CreoleVal: Multilingual Multitask Benchmarks for Creoles

Read original: arXiv:2310.19567 - Published 5/7/2024 by Heather Lent, Kushal Tatariya, Raj Dabre, Yiyi Chen, Marcell Fekete, Esther Ploeger, Li Zhou, Ruth-Ann Armstrong, Abee Eijansantos, Catriona Malau and 11 others

⚙️

Overview

Creole languages are an underexplored and underrepresented group in natural language processing (NLP) research due to a lack of available resources.
Although Creoles share linguistic ties with well-resourced languages, the scarcity of annotated data hinders the potential for effective transfer learning.
The paper introduces CreoleVal, a collection of benchmark datasets covering 8 different NLP tasks across 28 Creole languages.
The goal is to empower research on Creoles in NLP and computational linguistics, and to promote more equitable language technology worldwide.

Plain English Explanation

Creole languages are a unique and fascinating group of languages that have developed from a mixture of other languages, often through the process of colonization. Unfortunately, these languages have been largely overlooked and underrepresented in the field of natural language processing (NLP), which is the area of computer science that focuses on how machines can understand and process human language.
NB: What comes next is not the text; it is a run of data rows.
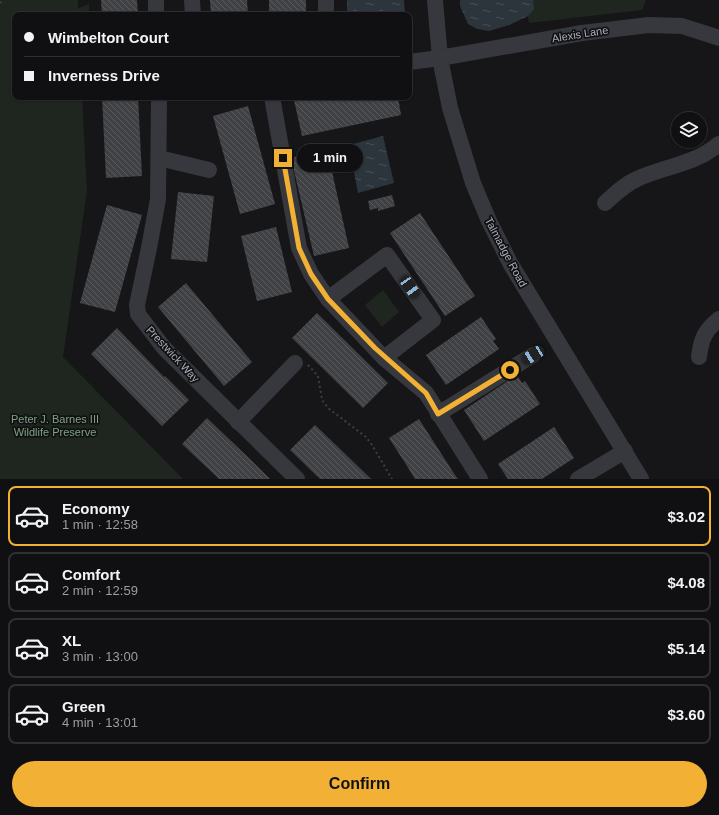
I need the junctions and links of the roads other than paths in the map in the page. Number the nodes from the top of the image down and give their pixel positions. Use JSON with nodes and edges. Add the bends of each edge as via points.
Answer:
{"nodes":[{"id":1,"x":156,"y":0,"type":"edge"},
{"id":2,"x":192,"y":0,"type":"edge"},
{"id":3,"x":326,"y":0,"type":"edge"},
{"id":4,"x":434,"y":0,"type":"edge"},
{"id":5,"x":156,"y":12,"type":"edge"},
{"id":6,"x":193,"y":12,"type":"edge"},
{"id":7,"x":326,"y":12,"type":"edge"},
{"id":8,"x":719,"y":38,"type":"edge"},
{"id":9,"x":440,"y":58,"type":"junction"},
{"id":10,"x":412,"y":62,"type":"edge"},
{"id":11,"x":158,"y":100,"type":"edge"},
{"id":12,"x":273,"y":100,"type":"edge"},
{"id":13,"x":719,"y":144,"type":"edge"},
{"id":14,"x":159,"y":158,"type":"junction"},
{"id":15,"x":209,"y":170,"type":"dead end"},
{"id":16,"x":605,"y":203,"type":"dead end"},
{"id":17,"x":328,"y":299,"type":"junction"},
{"id":18,"x":719,"y":319,"type":"edge"},
{"id":19,"x":533,"y":355,"type":"dead end"},
{"id":20,"x":699,"y":357,"type":"dead end"},
{"id":21,"x":384,"y":358,"type":"junction"},
{"id":22,"x":296,"y":362,"type":"road end"},
{"id":23,"x":438,"y":414,"type":"junction"},
{"id":24,"x":238,"y":422,"type":"junction"},
{"id":25,"x":625,"y":451,"type":"junction"},
{"id":26,"x":297,"y":479,"type":"edge"},
{"id":27,"x":480,"y":479,"type":"edge"},
{"id":28,"x":578,"y":479,"type":"edge"},
{"id":29,"x":641,"y":479,"type":"edge"}],
"edges":[{"from":1,"to":5,"type":"street"},
{"from":2,"to":6,"type":"street"},
{"from":3,"to":7,"type":"street"},
{"from":4,"to":9,"type":"street","name":"Talmadge Road"},
{"from":8,"to":9,"type":"street","name":"Alexis Lane","via":[[682,26],[649,24]]},
{"from":9,"to":10,"type":"street","name":"Alexis Lane"},
{"from":9,"to":25,"type":"street","name":"Talmadge Road","via":[[450,108],[462,148],[489,221],[510,264]]},
{"from":11,"to":14,"type":"street","name":"Prestwick Way"},
{"from":12,"to":17,"type":"street","via":[[299,248],[311,274]]},
{"from":13,"to":16,"type":"street","via":[[687,163],[636,179],[618,190]]},
{"from":14,"to":15,"type":"street"},
{"from":14,"to":24,"type":"street","name":"Prestwick Way","via":[[158,199],[137,305],[138,314],[164,348]]},
{"from":17,"to":21,"type":"street"},
{"from":17,"to":21,"type":"street","via":[[386,255],[433,320]]},
{"from":18,"to":20,"type":"street","via":[[712,324],[701,341]]},
{"from":19,"to":23,"type":"street"},
{"from":21,"to":23,"type":"street","via":[[426,393]]},
{"from":22,"to":24,"type":"street"},
{"from":23,"to":27,"type":"street"},
{"from":24,"to":26,"type":"street","name":"Prestwick Way"},
{"from":25,"to":28,"type":"street"},
{"from":25,"to":29,"type":"street","name":"Talmadge Road"}]}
One of the key challenges is the lack of available data and resources for Creole languages. While Creoles are related to a number of well-studied languages, the scarcity of annotated data (data that has been labeled and organized for machine learning) makes it difficult to effectively apply techniques like transfer learning, where knowledge from one language model can be applied to another related language.

To address this gap, the researchers have created CreoleVal, a collection of benchmark datasets that cover a wide range of NLP tasks, including reading comprehension, relation classification, and machine translation, across 28 different Creole languages. This resource is designed to empower and enable more research on Creole languages within the field of NLP and computational linguistics.

By making these datasets available, the researchers hope to ignite more interest and attention on Creole languages, which have been historically marginalized. Ultimately, this work is a step towards more equitable and inclusive language technology that can benefit people around the globe, regardless of their linguistic background.

Technical Explanation

The paper presents CreoleVal, a collection of benchmark datasets for 8 different NLP tasks covering up to 28 Creole languages. This resource is designed to address the lack of available data and resources for Creole languages, which have been largely overlooked in the NLP research community.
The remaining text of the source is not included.